Existing in Paris
I began writing this post during my first week in Paris...but like most of the personal writing I've done here (shockingly little), it's taken time to finish. I find myself at a loss for words during rare moments of quiet. I think perhaps because the past two and a half weeks have been a flurry of studying French, speaking French, mastering the Metro, trying to think in French, and surviving in a brand new city - in a brand new country.
Add to that the fact that our schedule has been jam-packed, leaving for little alone time, and I've realized like most dramatic things...you have to let it be. Let it settle inside of you. As Hannah said, sometimes you have to feel it for a while before you can talk about it.
I've only been in Paris three days (has it really only been three? It feels like a week and then at times only a day) and already, already, I have fallen in love.
She has indeed worked her bewitching charm on me, and I am incredibly delighted and thankful that the substantial amount of friends/acquaintances who spoke disparagingly of Paris, who warned of dissolution were utterly, completely, and totally wrong.
I was warned that it was a dirty city, that the people were unfriendly, that the food was horrible, that everything about the city of lights was essentially a disappointment.
I have never been more happy that so many people were wrong.
As one of the characters in the Woody Allen film Midnight in Paris says, "That Paris exists and anyone could choose to live anywhere else in the world will always be a mystery to me."
As someone who has been from the West Coast (San Francisco) to the East Coast (New York), I've seen my fair share of big cities. And while Paris is so far the only major European one I've visited, it puts all others I have seen to shame.

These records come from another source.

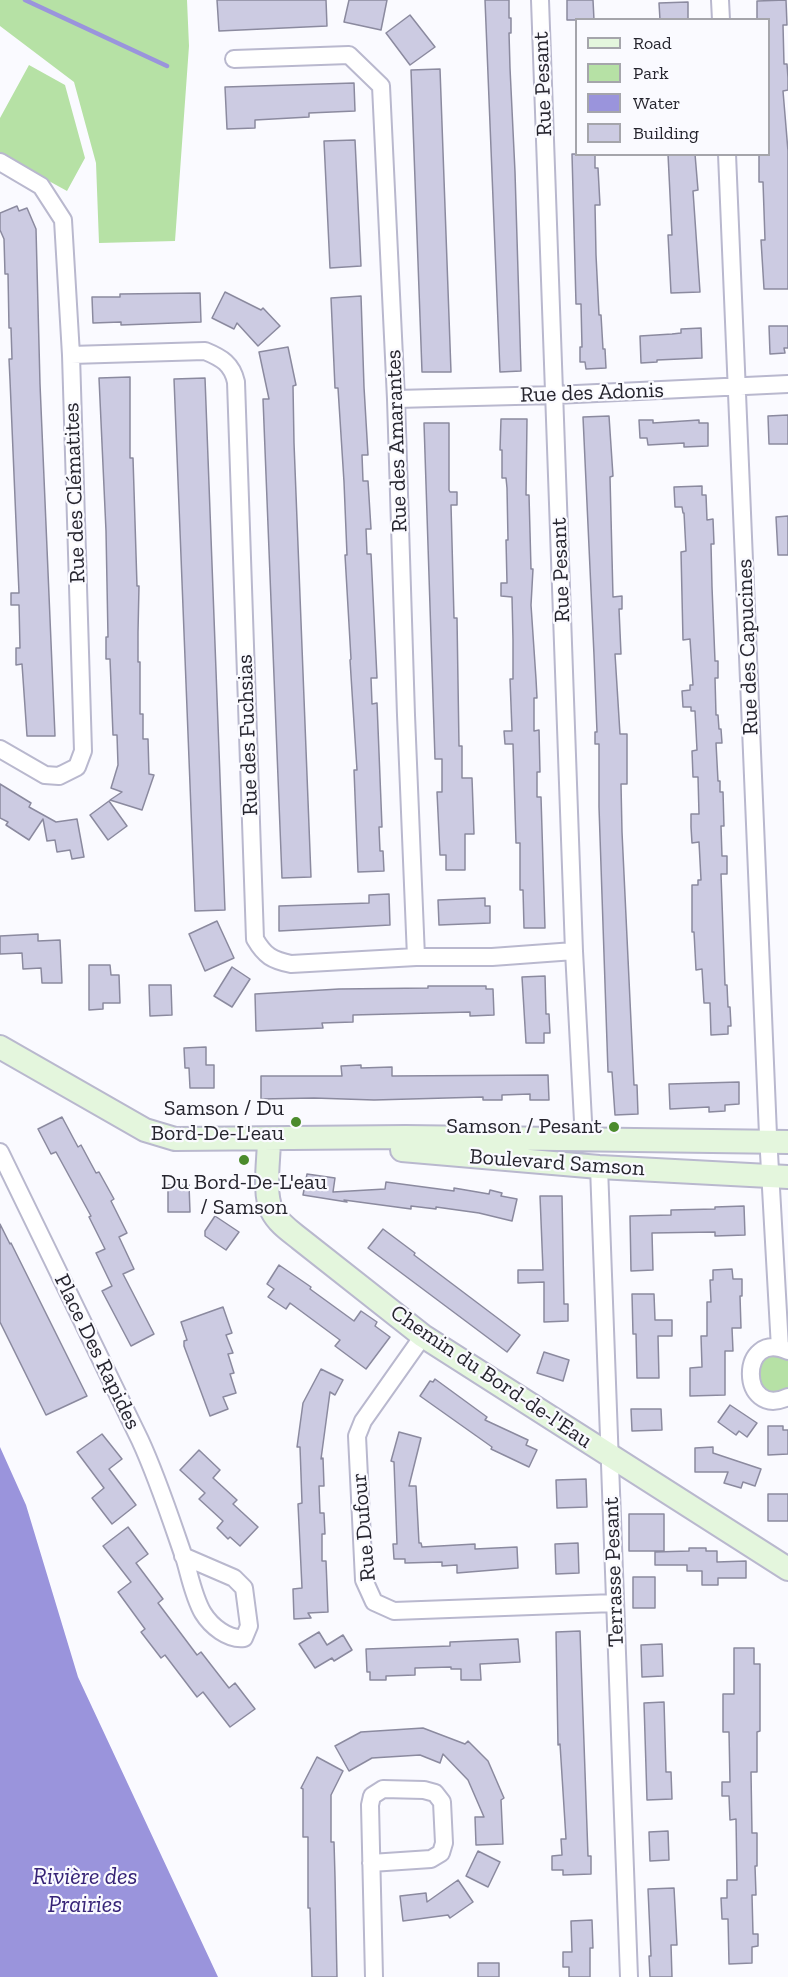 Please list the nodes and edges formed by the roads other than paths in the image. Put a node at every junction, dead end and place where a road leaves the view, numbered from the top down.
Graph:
1 (540, 0) edge
2 (720, 0) edge
3 (721, 18) edge
4 (234, 59) dead end
5 (727, 156) edge
6 (0, 162) edge
7 (71, 355) junction
8 (788, 384) edge
9 (737, 386) junction
10 (555, 395) junction
11 (396, 399) junction
12 (0, 749) edge
13 (574, 951) junction
14 (416, 957) junction
15 (2, 1052) edge
16 (269, 1139) junction
17 (584, 1140) junction
18 (778, 1141) edge
19 (0, 1152) edge
20 (599, 1167) junction
21 (779, 1176) edge
22 (423, 1336) junction
23 (784, 1350) edge
24 (788, 1397) edge
25 (610, 1455) junction
26 (183, 1556) junction
27 (788, 1569) edge
28 (615, 1604) junction
29 (371, 1863) junction
30 (374, 1977) edge
31 (629, 1977) edge

1 - 10 street, Rue Pesant
2 - 3 street
4 - 11 street, Rue des Amarantes
5 - 9 street, Rue des Capucines
6 - 7 street, Rue des Clématites
7 - 12 street, Rue des Clématites
7 - 14 street, Rue des Fuchsias
8 - 9 street, Rue des Adonis
9 - 10 street, Rue des Adonis
9 - 18 street, Rue des Capucines
10 - 11 street, Rue des Adonis
10 - 13 street, Rue Pesant
11 - 14 street, Rue des Amarantes
13 - 14 street, Rue des Fuchsias
13 - 17 street, Rue Pesant
15 - 16 street
16 - 17 street, Boulevard Samson
16 - 20 street, Boulevard Samson
16 - 22 street, Chemin du Bord-de-l'Eau
17 - 18 street, Boulevard Samson
18 - 21 street, Rue des Capucines
19 - 26 street, Place Des Rapides
20 - 21 street, Boulevard Samson
20 - 25 street, Terrasse Pesant
21 - 23 street, Rue des Capucines
22 - 25 street, Chemin du Bord-de-l'Eau
22 - 28 street, Rue Dufour
23 - 24 street
25 - 27 street, Chemin du Bord-de-l'Eau
25 - 28 street, Terrasse Pesant
26 - 26 street, Place Des Rapides
28 - 31 street, Terrasse Pesant
29 - 29 street
29 - 30 street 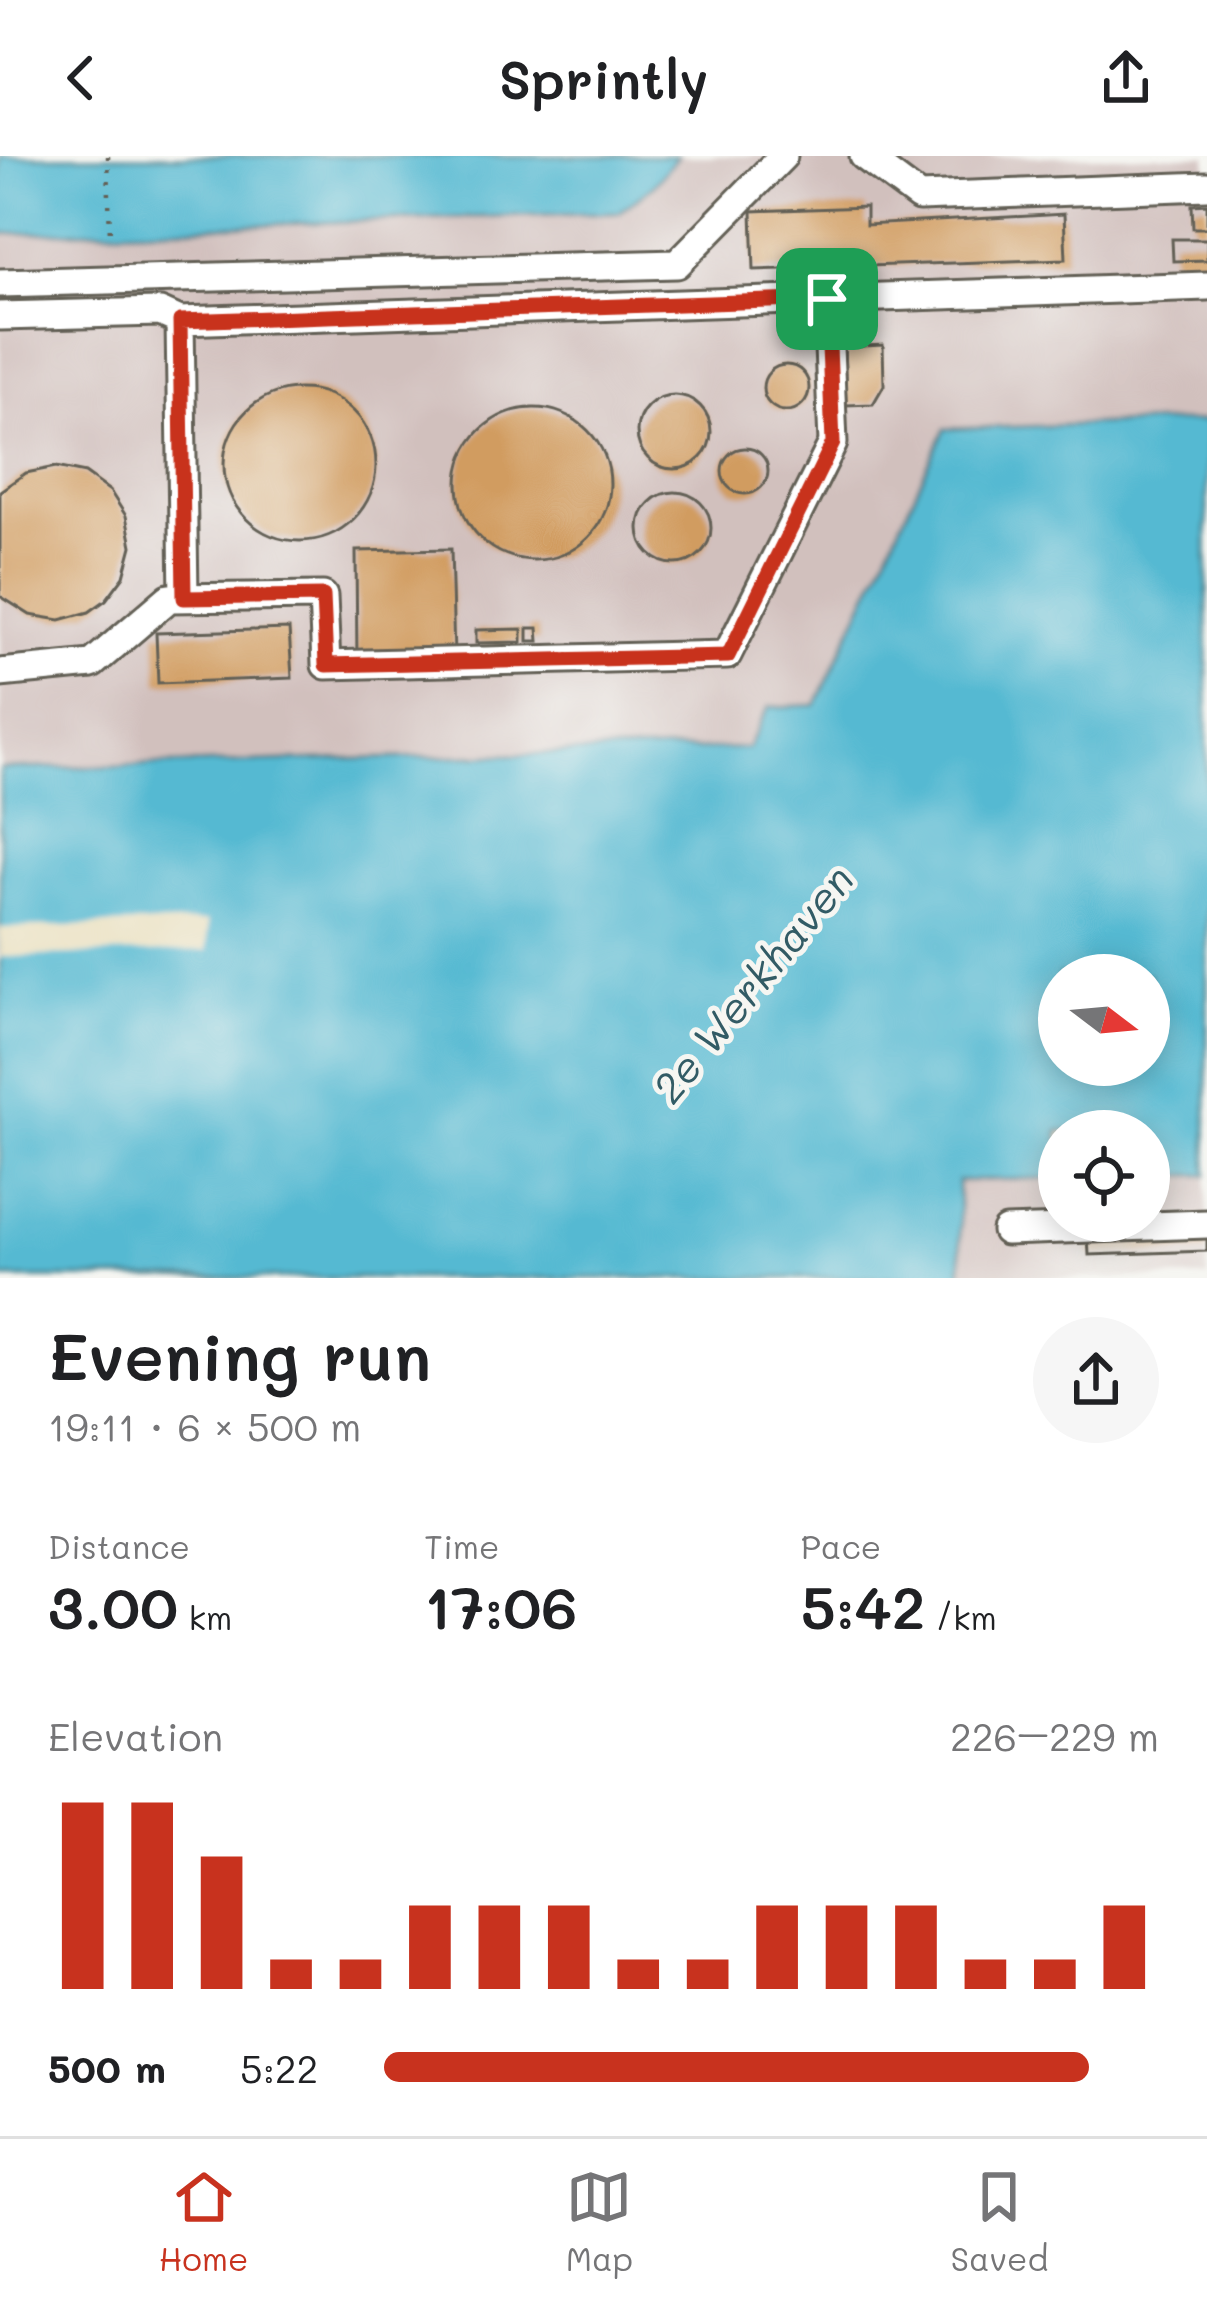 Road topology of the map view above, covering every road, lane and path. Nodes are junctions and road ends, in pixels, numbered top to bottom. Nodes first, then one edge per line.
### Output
1 (108, 156) edge
2 (783, 156) edge
3 (864, 156) edge
4 (1207, 186) edge
5 (110, 239) dead end
6 (0, 283) edge
7 (1207, 286) edge
8 (827, 299) junction
9 (0, 316) edge
10 (180, 321) junction
11 (184, 598) junction
12 (0, 673) edge
13 (1207, 1224) edge
14 (1006, 1231) dead end

1 - 5 path
2 - 6 lane
3 - 4 lane
7 - 8 lane
8 - 10 lane
8 - 11 lane
9 - 10 lane
10 - 11 lane
11 - 12 lane
13 - 14 lane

Urban yet ancient, a metropolis yet charming, filled with the sights and hum of modernity (metro stations, street signs, crosswalks, stores) yet overwhelming with Old-World leisure and beauty. I step out my door and wander throughout the city, and everywhere I look is beautiful architecture, wrought iron balconies, bright blooms spilling out of window flower boxes, striped awnings of cafes, cobblestone sidewalks, bakeries on every corner, massive stone churches rising up next to shops and businesses.
This is Paris.
While pastries are a routine part of life, where one walks everywhere, where meals are savored and enjoyed for more than an hour, where style is simple yet effortless, where fresh air is a requirement for all inhabitants of this city, where bicycles are more common than taxis and cars, where ancient history is only a short stroll or ride on le Metro away.